Dübener Heide Stiftung gegründet: Köhlerei am Eisenhammer will altes Handwerk erhalten

Zur Köhlerei Eisenhammer in der Dübener Heide ist jetzt eine Stiftung dazugekommen. Diese will einen wichtigen Beitrag leisten, die einmalige Industrieanlage der Köhlerei und das alte Köhlerhandwerk zu erhalten und das Wissen um die aussterbende Zunft an die junge Generation weiterzugeben.

Handschlag: Tornaus Ortsbürgermeister Udo Reiss und Köhlerein Norma Austinat haben die feierliche Erklärung der Stiftung Köhlerei Eisenhammer unterzeichnet.

Quelle: Steffen Brost

Bad Düben/Tornau. Seit einigen Tagen gib es die gemeinnützige Stiftung Köhlerei Eisenhammer. Das teilte Besitzerin Norma Austinat mit. Die Stiftung mit Sitz der Köhlerei Eisenhammer an der B 2 zwischen Bad Düben und Lutherstadt Wittenberg möchte die Gestaltung eines Anlaufpunktes, einer Begegnungsstätte für interessierte Menschen unterstützen und auch einen Ort des Innehaltens schaffen. Die Stiftung will in der Zukunft einen wichtigen Beitrag leisten, die einmalige Industrieanlage der Köhlerei und das alte Köhlerhandwerk zu erhalten und das Wissen um die aussterbende Zunft an die junge Generation weiterzugeben.

„Angesichts der Tatsache, dass in ganz Deutschland nur eine Handvoll Köhlereien überlebt haben und um dieses Erbe zu bewahren, sehe ich es als Pflicht an, dafür einzutreten, dass ein derartiger Schatz an Wissen und immateriellem Wert unserer Gesellschaft auch für zukünftige Generationen erhalten bleibt und vor allem gelebt wird. Angesichts der Entwicklung rund um das Köhlerhandwerk wurde dieses 2014 in das immaterielle europäische Kulturerbe aufgenommen. Dieser Fakt zeigt eindrucksvoll, wie wichtig der Erhalt dieser Zunft ist“, sagte Norma Austinat.
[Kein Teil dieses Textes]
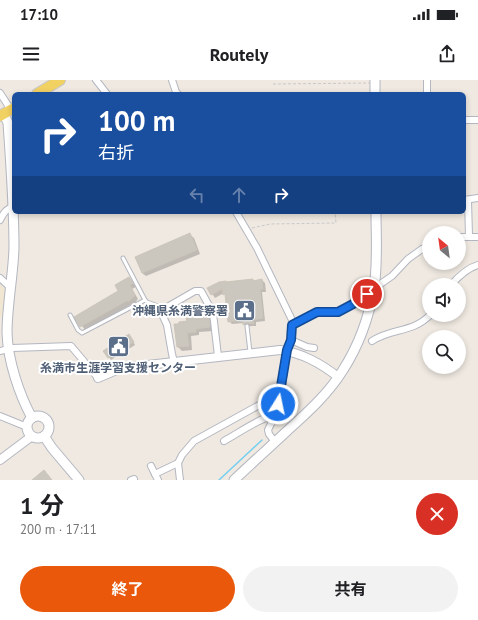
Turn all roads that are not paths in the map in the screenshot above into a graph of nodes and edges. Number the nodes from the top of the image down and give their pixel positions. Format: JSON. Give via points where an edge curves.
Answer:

Gemeinsam mit ihrem Mann Jörn will die Köhlerin in Zukunft Menschen einladen, eine Reise in die Vergangenheit anzutreten, um alte Werte und das alte Handwerk zu erfahren. „Wir möchten Handwerk und Menschsein miteinander verbinden und eine Plattform der Vielfalt schaffen“, so Norma Austinat weiter.

Bereits am kommenden Sonnabend öffnet die Köhlerei Eisenhammer wieder ihre Tore zum ersten Köhler-Weihnachtsmarkt. Um 11 Uhr geht es mit zahlreichen Ständen los. Um 13 Uhr spielt auf der Waldbühne die Blaskapelle Authausen, um 15 Uhr wird mittelalterliche Spielmannskunst gezeigt.